**About this task**. Determine how many lines in the data below contain "where" and write only that number.

··· Raw data ···

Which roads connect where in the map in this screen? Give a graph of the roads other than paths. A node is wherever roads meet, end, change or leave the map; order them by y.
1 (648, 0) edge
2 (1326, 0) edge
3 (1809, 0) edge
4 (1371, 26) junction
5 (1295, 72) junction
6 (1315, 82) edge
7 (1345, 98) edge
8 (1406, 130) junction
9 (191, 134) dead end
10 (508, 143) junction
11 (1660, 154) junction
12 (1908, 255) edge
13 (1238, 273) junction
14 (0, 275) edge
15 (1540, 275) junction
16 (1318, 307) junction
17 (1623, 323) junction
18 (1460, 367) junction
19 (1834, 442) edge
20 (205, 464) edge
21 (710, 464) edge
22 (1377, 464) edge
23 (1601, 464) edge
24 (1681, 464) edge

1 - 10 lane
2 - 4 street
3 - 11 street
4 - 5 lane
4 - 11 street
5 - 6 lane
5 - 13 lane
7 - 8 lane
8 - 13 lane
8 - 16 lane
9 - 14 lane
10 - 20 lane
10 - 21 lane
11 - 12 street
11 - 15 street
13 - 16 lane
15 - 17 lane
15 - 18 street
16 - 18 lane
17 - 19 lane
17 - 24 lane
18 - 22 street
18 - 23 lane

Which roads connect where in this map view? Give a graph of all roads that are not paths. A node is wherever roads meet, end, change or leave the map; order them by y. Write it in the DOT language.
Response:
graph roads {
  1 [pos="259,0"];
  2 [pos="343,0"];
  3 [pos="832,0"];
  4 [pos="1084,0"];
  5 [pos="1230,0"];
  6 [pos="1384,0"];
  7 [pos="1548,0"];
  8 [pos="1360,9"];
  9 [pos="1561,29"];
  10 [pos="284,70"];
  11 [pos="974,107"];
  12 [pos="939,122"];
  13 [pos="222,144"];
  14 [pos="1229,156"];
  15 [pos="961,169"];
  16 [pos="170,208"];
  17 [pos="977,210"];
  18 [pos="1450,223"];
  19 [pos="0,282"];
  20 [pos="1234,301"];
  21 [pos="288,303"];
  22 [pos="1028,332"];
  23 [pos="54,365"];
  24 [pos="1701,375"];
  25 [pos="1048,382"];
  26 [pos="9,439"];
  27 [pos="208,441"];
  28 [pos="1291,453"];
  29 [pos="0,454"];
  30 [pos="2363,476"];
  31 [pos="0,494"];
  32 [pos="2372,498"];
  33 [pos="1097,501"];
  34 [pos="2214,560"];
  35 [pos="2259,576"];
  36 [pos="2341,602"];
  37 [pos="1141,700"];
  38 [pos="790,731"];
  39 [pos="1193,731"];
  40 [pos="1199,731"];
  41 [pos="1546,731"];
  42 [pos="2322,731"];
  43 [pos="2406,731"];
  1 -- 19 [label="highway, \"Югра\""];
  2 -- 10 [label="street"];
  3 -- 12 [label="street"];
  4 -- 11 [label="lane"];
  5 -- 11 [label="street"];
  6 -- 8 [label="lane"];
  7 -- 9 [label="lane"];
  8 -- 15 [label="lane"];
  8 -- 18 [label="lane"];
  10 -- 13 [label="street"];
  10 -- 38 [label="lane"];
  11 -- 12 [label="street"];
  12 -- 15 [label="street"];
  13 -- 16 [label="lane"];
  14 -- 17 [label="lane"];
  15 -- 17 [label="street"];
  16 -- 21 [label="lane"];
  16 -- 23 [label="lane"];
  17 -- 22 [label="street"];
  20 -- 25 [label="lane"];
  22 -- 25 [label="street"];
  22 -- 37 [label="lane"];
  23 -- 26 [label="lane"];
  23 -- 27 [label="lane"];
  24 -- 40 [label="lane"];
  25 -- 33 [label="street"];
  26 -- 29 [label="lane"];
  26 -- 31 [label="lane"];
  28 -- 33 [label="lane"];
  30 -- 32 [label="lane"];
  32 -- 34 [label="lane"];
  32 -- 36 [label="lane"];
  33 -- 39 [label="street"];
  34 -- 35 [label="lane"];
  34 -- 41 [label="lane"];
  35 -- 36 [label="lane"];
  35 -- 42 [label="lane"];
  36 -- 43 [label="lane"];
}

···

**Answer box**. 2